The Obama administration has no contingency plan if the Supreme Court strikes down the subsidies at the heart of the insurance exchanges, Health and Human Services Sec. Sylvia Mathews Burwell said in a letter to Congress last week. Arguments in King v. Burwell are slated for today, March 4. MedPageToday shared some of the responses from experts asked "What if" SCOTUS rules against the administration. (The Hill; MedPage Today)



Florida Health Choices, the only state-run alternative to healthcare.gov for Floridians, enrolled a mere 50 people, despite receiving $2.4 million in state funding. CEO Rose Naff claims the state exchange is not a competitor of the federal exchange, because Florida Health Choices' "target audiences are miles apart from each other. We don't offer any subsidies and we are not giving it away for free," she says. Average monthly premiums linger around $427. Naff expects the exchange will receive no further state funding. (Kaiser Health News)


Another barrier to interoperability: Data held hostage? 

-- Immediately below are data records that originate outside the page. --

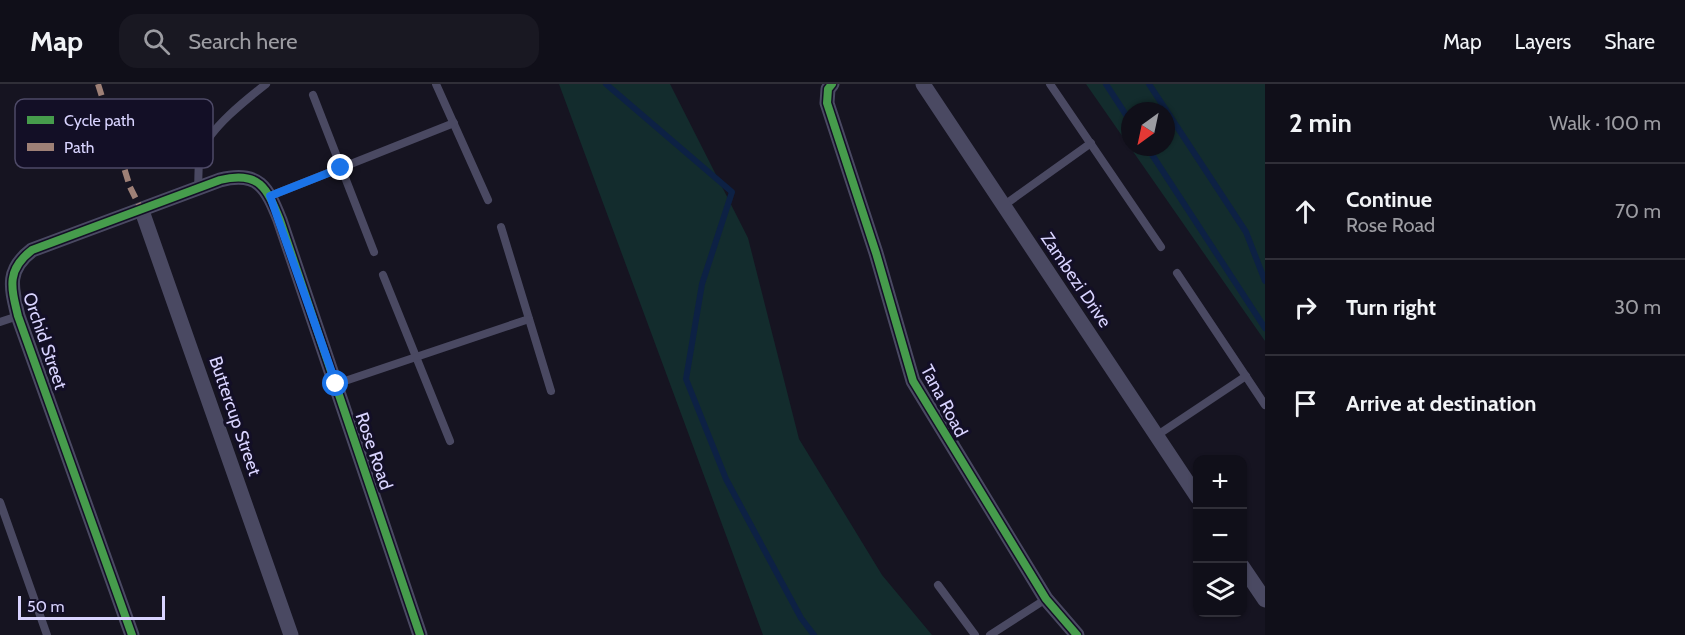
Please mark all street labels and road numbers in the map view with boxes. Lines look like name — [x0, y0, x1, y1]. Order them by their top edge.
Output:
street label: Zambezi Drive — [1036, 228, 1116, 332]
street label: Orchid Street — [18, 290, 72, 392]
street label: Buttercup Street — [204, 353, 266, 479]
street label: Tana Road — [916, 361, 972, 441]
street label: Rose Road — [351, 410, 397, 492]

As providers try to exchange patient information with each other, they're running into an unexpected barrier, Politico reports: EHR vendors want thousands of dollars to unlock data so it can be shared across systems. "I believe this to be the biggest threat to the investment the nation has made in health IT," says David Kendrick, head of Oklahoma's health information exchange. Lance Donkerbrook, COO of Commonwealth Primary Care ACO, agrees: "The No. 1 factor hindering the exchange of information between health care stakeholders is the exorbitant fees that most EHRs are charging for integration, connectivity and reporting." (Politico)

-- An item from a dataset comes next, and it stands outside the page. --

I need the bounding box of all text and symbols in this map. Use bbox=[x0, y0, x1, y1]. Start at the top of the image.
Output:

SCOTUS ruling raises antitrust questions about medical boards

In North Carolina State Board of Dental Examiners v. FTC, the U.S. Supreme Court ruled that a state dental board violated antitrust laws when it tried to prevent nondentists from providing teeth-whitening services. The ruling could support challenges to the authority of state physician boards to regulate scope of practice of nonphysicians, MedPage Today reports. However, attorney Miles Zaremski says medical boards have much to worry about. Most "operate fair and square. And even if a board can be sued for antitrust, it's not easy." (MedPage Today)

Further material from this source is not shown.